Dr Suzette Woodward, Director of Patient Safety, NPSA, said:

Every patient with upper gastrointestinal bleeding should receive the right investigations, care and treatment when they need it, but reports made to the National Patient Safety Agency’s National Reporting and Learning System showed this did not always happen.* The Scope for Improvement toolkit provides an inspiring, comprehensive,  and very practical resource to support the provision of  safe services for patients with upper gastrointestinal bleeding at all times, including at night or weekends. We urge all providers and commissioners of care to use the toolkit to make their services as accessible, effective and safe as possible.

*See page 10 of the toolkit (available from the Academy of Medical Royal Colleges website)

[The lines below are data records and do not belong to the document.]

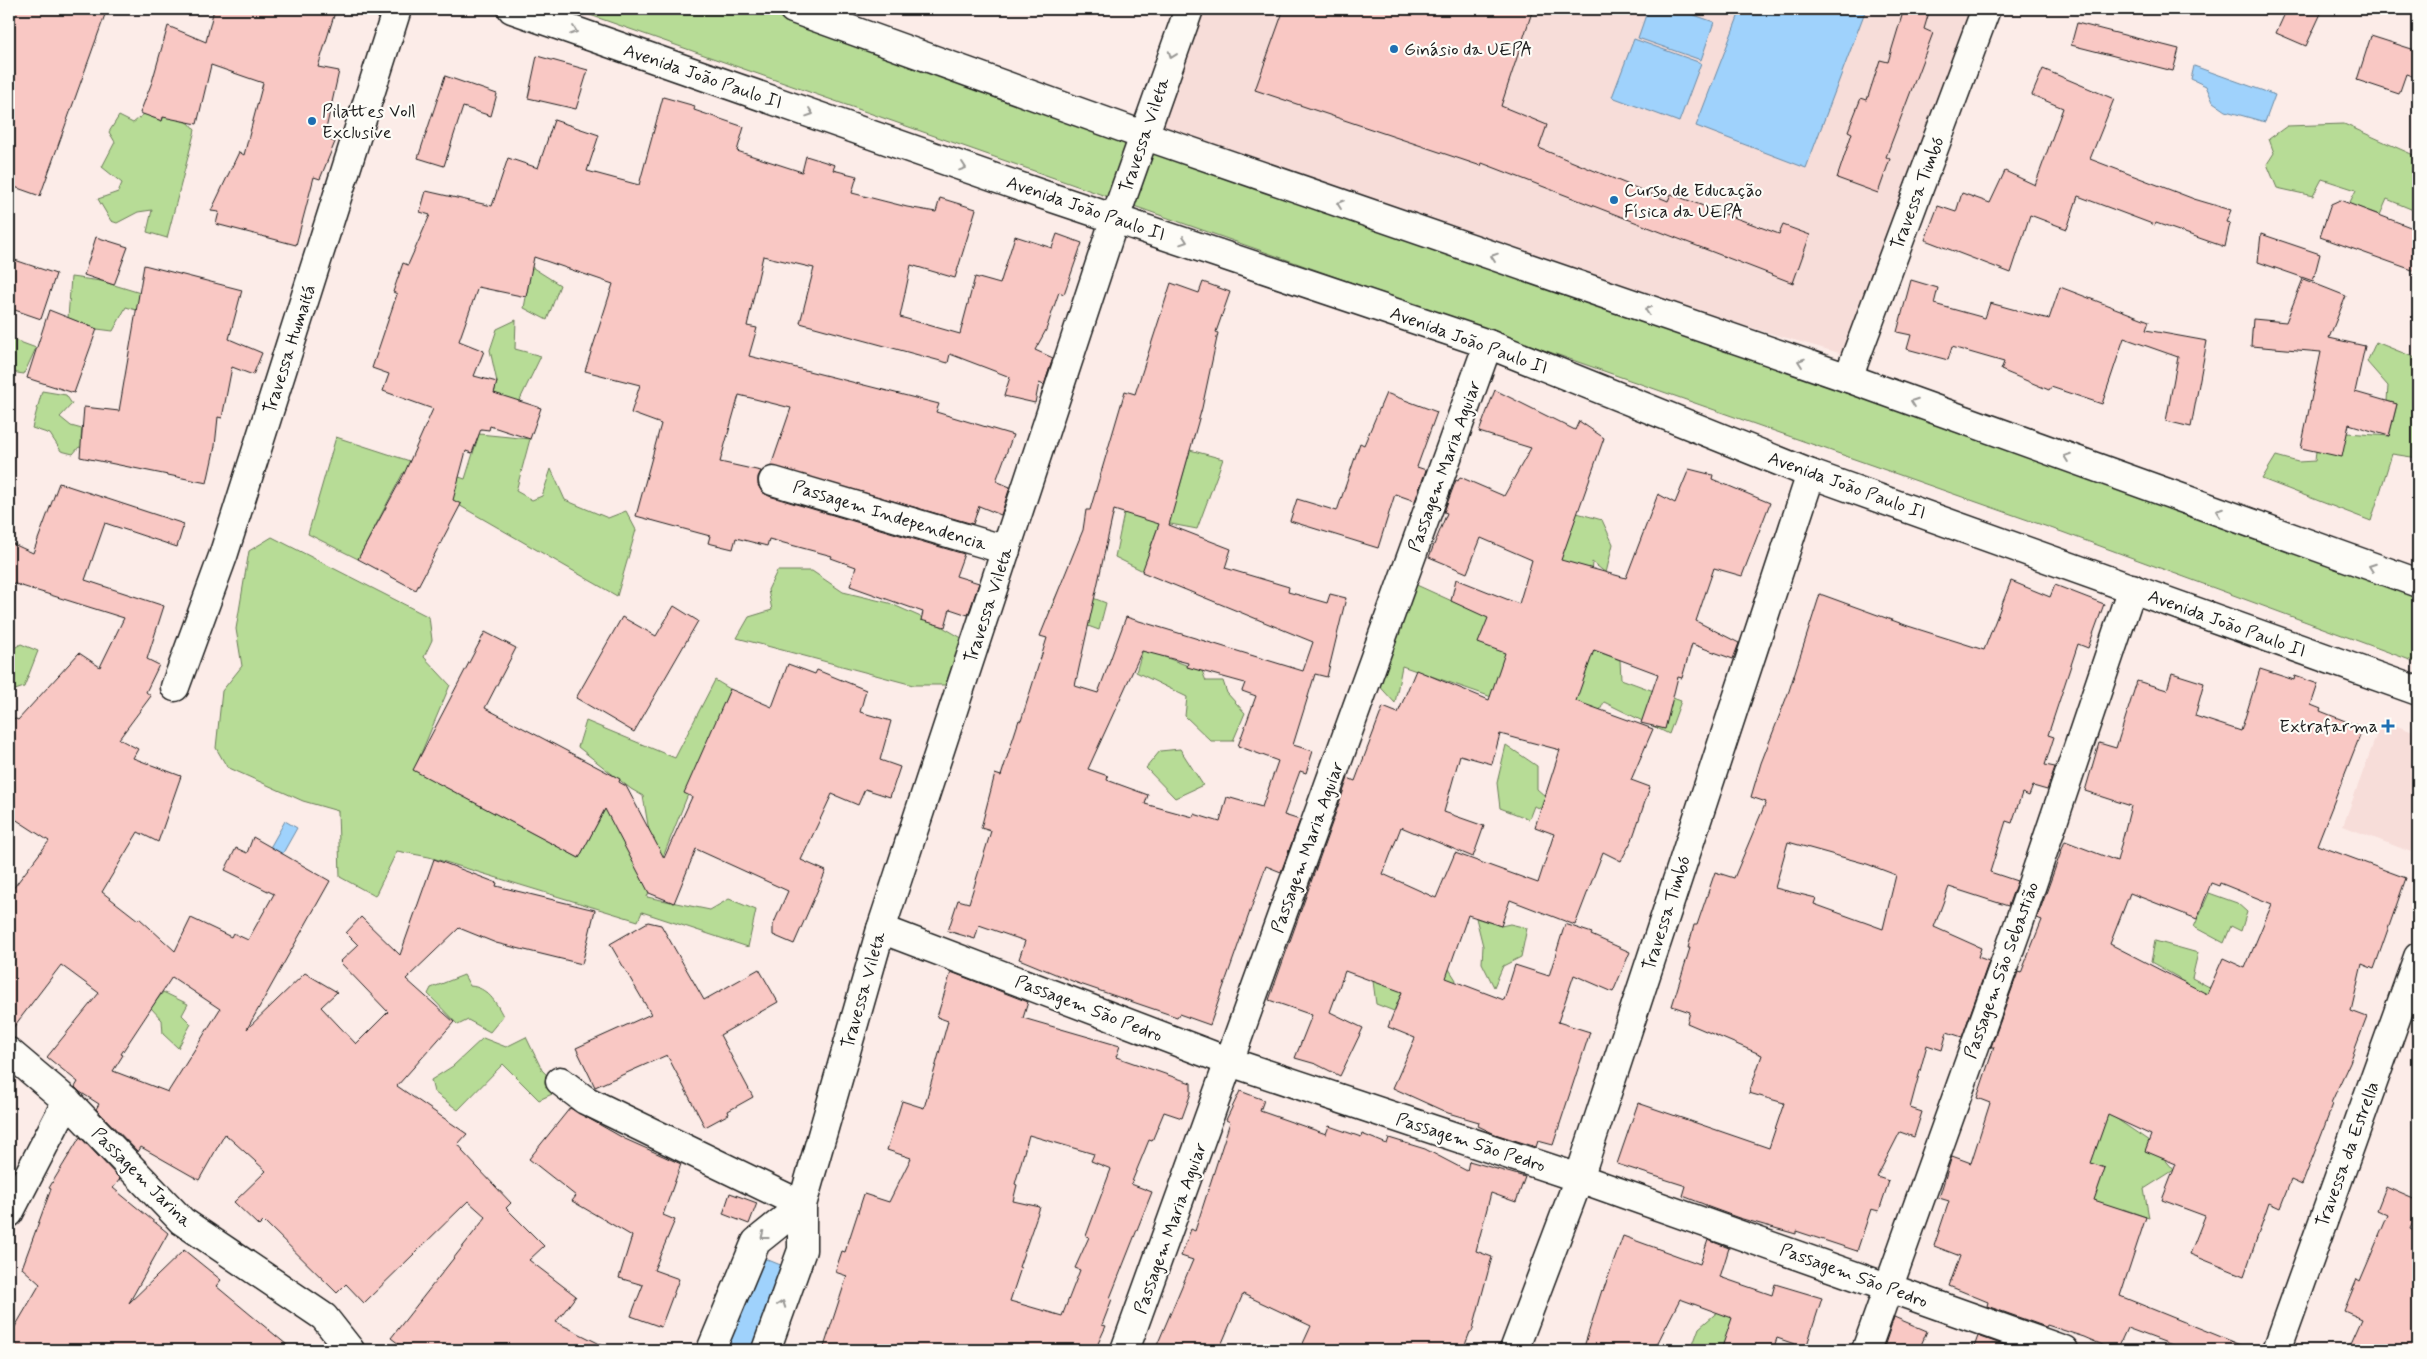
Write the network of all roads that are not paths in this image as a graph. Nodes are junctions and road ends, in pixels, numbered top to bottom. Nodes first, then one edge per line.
1 (397, 9) edge
2 (512, 9) edge
3 (793, 9) edge
4 (1189, 9) edge
5 (1986, 9) edge
6 (532, 14) edge
7 (1143, 135) junction
8 (1115, 218) junction
9 (1488, 344) junction
10 (1848, 378) junction
11 (1811, 474) junction
12 (773, 480) dead end
13 (1006, 550) junction
14 (2418, 583) edge
15 (2132, 588) junction
16 (175, 687) dead end
17 (2418, 691) edge
18 (880, 929) junction
19 (2418, 957) edge
20 (9, 1052) edge
21 (1230, 1062) junction
22 (560, 1080) dead end
23 (67, 1101) junction
24 (1579, 1178) junction
25 (802, 1205) junction
26 (9, 1213) edge
27 (1887, 1287) junction
28 (350, 1350) edge
29 (711, 1350) edge
30 (766, 1350) edge
31 (1125, 1350) edge
32 (1514, 1350) edge
33 (1866, 1350) edge
34 (2064, 1350) edge
35 (2277, 1350) edge

1 - 16 street, Travessa Humaitá
2 - 6 street, Avenida João Paulo II
3 - 7 street
4 -> 7 street, Travessa Vileta
5 - 10 street, Travessa Timbó
6 -> 8 street, Avenida João Paulo II
7 - 8 street, Travessa Vileta
10 -> 7 street
8 -> 9 street, Avenida João Paulo II
8 - 13 street, Travessa Vileta
9 - 11 street, Avenida João Paulo II
9 - 21 street, Passagem Maria Aguiar
14 -> 10 street
11 - 15 street, Avenida João Paulo II
11 - 24 street, Travessa Timbó
12 - 13 street, Passagem Independencia
13 - 18 street, Travessa Vileta
15 - 17 street, Avenida João Paulo II
15 - 27 street, Passagem São Sebastião
18 - 21 street, Passagem São Pedro
18 - 25 street, Travessa Vileta
19 - 35 street, Travessa da Estrella
20 - 23 street, Passagem Jarina
21 - 24 street, Passagem São Pedro
21 - 31 street, Passagem Maria Aguiar
22 - 25 street
23 - 26 street
23 - 28 street, Passagem Jarina
24 - 27 street, Passagem São Pedro
24 - 32 street, Travessa Timbó
25 -> 29 street
30 -> 25 street, Travessa Vileta
27 - 33 street, Passagem São Sebastião
27 - 34 street, Passagem São Pedro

Dr Tony Nicholson, Dean and Vice-President of The Royal College of Radiologists, said:

Upper gastrointestinal haemorrhage is most often a result of bleeding from ulcers in the stomach and duodenum but can occur from other causes, and has a high death rate if untreated. Up to the 1980s, surgery was the only treatment option. In the 1990s, endoscopes were perfected that could be used to stop bleeding, and in the 21st century, interventional radiology has developed techniques to stop bleeding where endoscopes have failed and also for stopping bleeding from causes other than ulcers.

There are big differences in outcome and survival of patients with upper gastrointestinal haemorrhage around the UK, with only a few hospitals able to offer treatment to rapidly treat bleeding by endoscopy or interventional radiology at any time of the day or night. This toolkit is the result of widespread consultation and recognition of best practice in hospitals around the UK. The lessons learned in providing endoscopy and interventional radiology services by those hospitals, and during the development of the toolkit, can now be used by all UK healthcare organisations to improve their standards, reducing complications and deaths from what is an eminently treatable condition.